Lisa Bosia Mirra © DR
Lisa Bosia Mirra © DR

Asile en Suisse Condamnation d'une défenseuse des migrants tessinoise: «Ni trafiquante, ni délinquante, mais défenseuse des droits humains!»

Communiqué de presse publié le 28 septembre 2017, Berne. Contact du service de presse
Suite au jugement rendu par le Tribunal pénal jeudi 28 septembre, qui condamne une défenseuse des migrants tessinoise, Amnesty International s’inquiète de la condamnation de personnes dont la seule motivation est de porter assistance aux personnes migrantes et réfugiées sans rechercher d’autre contrepartie que de voir les droits humains respectés.

Selon le droit international, le trafic de migrants implique d’en retirer un bénéfice matériel ou financier, pas moral.

Et selon ces mêmes règles internationales, qui lient les autorités suisses, l’État doit prendre toutes les mesures nécessaires pour protéger les personnes ou associations qui œuvrent à la protection des droits humains et qui en dénoncent les violations.

Dans son rapport «Italie: Expulsions illégales et violences à l’égard de migrants», publié en 2016, Amnesty International a fait état des pressions de l’Union européenne (UE) visant à inciter l’Italie à durcir le ton contre les personnes réfugiées et migrantes.

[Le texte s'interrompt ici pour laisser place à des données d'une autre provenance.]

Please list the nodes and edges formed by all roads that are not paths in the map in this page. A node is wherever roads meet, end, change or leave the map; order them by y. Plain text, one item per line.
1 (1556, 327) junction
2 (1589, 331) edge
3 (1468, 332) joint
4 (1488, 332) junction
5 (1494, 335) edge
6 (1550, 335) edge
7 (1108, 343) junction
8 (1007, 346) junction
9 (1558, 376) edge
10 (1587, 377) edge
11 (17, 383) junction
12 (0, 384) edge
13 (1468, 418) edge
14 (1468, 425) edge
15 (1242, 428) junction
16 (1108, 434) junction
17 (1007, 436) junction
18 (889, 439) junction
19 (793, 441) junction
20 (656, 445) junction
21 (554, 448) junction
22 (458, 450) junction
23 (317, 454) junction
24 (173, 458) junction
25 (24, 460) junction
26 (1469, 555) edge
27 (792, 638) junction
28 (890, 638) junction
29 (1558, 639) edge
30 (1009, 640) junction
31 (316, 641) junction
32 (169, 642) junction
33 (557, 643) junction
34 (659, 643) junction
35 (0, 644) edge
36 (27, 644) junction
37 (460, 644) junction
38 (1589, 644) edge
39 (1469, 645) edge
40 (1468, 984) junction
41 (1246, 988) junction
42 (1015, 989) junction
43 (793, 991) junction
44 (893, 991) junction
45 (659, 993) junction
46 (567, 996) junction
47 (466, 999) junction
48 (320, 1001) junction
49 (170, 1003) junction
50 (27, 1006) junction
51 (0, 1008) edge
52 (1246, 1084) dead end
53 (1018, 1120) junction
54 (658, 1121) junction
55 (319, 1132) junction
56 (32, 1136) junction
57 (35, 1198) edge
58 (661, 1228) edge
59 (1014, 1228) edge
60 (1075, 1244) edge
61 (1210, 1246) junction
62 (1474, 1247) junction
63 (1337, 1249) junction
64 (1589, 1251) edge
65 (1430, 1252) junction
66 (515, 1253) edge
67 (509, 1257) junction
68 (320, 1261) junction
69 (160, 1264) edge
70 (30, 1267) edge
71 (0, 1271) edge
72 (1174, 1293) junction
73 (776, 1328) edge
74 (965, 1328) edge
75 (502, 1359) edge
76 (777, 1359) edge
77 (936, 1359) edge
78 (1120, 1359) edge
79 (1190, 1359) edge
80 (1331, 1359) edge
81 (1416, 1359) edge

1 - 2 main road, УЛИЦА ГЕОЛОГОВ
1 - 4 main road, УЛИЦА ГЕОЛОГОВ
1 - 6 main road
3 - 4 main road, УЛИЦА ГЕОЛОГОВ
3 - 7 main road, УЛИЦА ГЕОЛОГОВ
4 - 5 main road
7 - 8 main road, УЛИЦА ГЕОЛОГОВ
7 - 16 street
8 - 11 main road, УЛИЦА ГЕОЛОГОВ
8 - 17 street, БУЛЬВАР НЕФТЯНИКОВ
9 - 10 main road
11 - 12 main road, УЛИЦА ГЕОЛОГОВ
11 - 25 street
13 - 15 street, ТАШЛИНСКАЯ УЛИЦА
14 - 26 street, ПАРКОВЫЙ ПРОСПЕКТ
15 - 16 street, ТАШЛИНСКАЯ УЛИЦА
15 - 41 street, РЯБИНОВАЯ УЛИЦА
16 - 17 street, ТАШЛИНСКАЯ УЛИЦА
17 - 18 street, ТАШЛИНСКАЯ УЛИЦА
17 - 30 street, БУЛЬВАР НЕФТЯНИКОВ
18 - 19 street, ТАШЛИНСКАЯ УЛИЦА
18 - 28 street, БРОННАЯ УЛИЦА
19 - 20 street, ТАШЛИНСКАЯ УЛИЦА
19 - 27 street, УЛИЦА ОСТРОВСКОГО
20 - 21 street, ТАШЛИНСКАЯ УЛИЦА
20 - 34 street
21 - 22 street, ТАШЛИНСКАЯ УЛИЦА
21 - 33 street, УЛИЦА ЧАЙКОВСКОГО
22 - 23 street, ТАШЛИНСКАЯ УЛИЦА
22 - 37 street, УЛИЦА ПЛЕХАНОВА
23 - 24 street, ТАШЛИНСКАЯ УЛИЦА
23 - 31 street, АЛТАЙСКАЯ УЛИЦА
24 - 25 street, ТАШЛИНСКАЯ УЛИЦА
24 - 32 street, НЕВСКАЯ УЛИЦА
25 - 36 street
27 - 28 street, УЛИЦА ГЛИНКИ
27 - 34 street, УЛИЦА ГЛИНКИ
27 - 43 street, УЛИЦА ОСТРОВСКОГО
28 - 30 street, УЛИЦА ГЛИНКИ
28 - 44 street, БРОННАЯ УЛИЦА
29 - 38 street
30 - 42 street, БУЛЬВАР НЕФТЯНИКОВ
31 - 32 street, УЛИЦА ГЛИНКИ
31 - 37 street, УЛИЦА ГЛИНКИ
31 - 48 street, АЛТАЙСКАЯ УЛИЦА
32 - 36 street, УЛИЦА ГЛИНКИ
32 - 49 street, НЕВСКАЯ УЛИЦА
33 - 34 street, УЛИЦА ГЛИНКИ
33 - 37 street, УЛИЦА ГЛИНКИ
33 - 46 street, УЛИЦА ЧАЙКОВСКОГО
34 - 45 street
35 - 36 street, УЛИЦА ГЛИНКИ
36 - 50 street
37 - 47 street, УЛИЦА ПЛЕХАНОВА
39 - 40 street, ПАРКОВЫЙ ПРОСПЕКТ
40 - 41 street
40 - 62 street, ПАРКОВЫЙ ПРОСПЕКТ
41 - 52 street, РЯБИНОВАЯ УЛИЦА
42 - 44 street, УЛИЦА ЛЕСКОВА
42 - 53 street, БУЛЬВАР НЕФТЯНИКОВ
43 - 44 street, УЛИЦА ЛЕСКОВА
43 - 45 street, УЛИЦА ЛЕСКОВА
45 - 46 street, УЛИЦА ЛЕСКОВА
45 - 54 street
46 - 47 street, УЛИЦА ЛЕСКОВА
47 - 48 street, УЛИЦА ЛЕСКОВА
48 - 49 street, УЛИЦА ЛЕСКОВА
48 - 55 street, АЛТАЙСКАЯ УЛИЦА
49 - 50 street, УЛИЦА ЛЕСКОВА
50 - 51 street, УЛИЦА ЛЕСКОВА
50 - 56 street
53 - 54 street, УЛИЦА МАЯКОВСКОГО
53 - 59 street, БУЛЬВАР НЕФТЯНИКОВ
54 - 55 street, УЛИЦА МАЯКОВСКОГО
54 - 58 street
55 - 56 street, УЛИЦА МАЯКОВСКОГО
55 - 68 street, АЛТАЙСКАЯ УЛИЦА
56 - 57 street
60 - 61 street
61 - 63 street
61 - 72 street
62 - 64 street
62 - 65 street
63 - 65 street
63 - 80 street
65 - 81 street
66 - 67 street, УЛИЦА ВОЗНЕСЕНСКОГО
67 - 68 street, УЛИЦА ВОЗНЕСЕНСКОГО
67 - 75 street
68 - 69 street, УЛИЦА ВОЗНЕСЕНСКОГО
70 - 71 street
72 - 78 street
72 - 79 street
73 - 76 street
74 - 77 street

Or, ces pressions ont débouché sur des expulsions illégales et des mauvais traitements susceptibles de constituer des actes de torture dans certains cas.

Malgré ces carences du système d’asile italien dénoncées par Amnesty International, des organisations de la société civile ont indiqué que durant la seconde moitié de 2016, les autorités suisses avaient procédé à des renvois forcés illégaux vers l’Italie, qui concerneraient plusieurs milliers de demandeurs d’asile, dont plusieurs centaines de mineurs non accompagnés. Certaines de ces personnes avaient des proches établis en Suisse.

C’est dans ce cadre-là qu’Amnesty International s’inquiète du jugement rendu par le Tribunal pénal de Bellinzona ce jeudi 28 septembre, qui a reconnu Lisa Bosia Mirra coupable d’incitation répétée à l’entrée illégale et l’a condamnée à une peine pécuniaire avec sursis. Ce jugement ouvre la voie à la condamnation de multiples personnes dont la seule motivation est de porter assistance aux personnes migrantes et réfugiées sans autre contrepartie que de voir les droits humains respectés.

«Ni trafiquante, ni délinquante, Lisa Bosia Mirra est avant tout une défenseuse des droits humains», souligne Denise Graf, experte asile pour Amnesty International en Suisse. «Car il s’agissait bien de protéger les droits violés des mineurs et autres personnes vulnérables, qui étaient confrontés à l’inaction, aux défaillances et même aux atteintes à ces droits, portées par les autorités suisses et italiennes.»

Lisa Bosia Mirra a porté assistance, avec son association Firdaus, à des migrants et des migrantes qui étaient bloqués dans le parc devant la gare S. Giovanni à Côme en raison des contrôles de frontière systématiques introduits par les autorités suisses. L’aide consistait à leur apporter de la nourriture, à établir des dossiers pour les mineurs non accompagnés en vue d’une entrée en Suisse, en contactant des membres de leur famille basés en Suisse, et à un soutien à des personnes particulièrement vulnérables pour entrer en Suisse ou se rendre en Allemagne.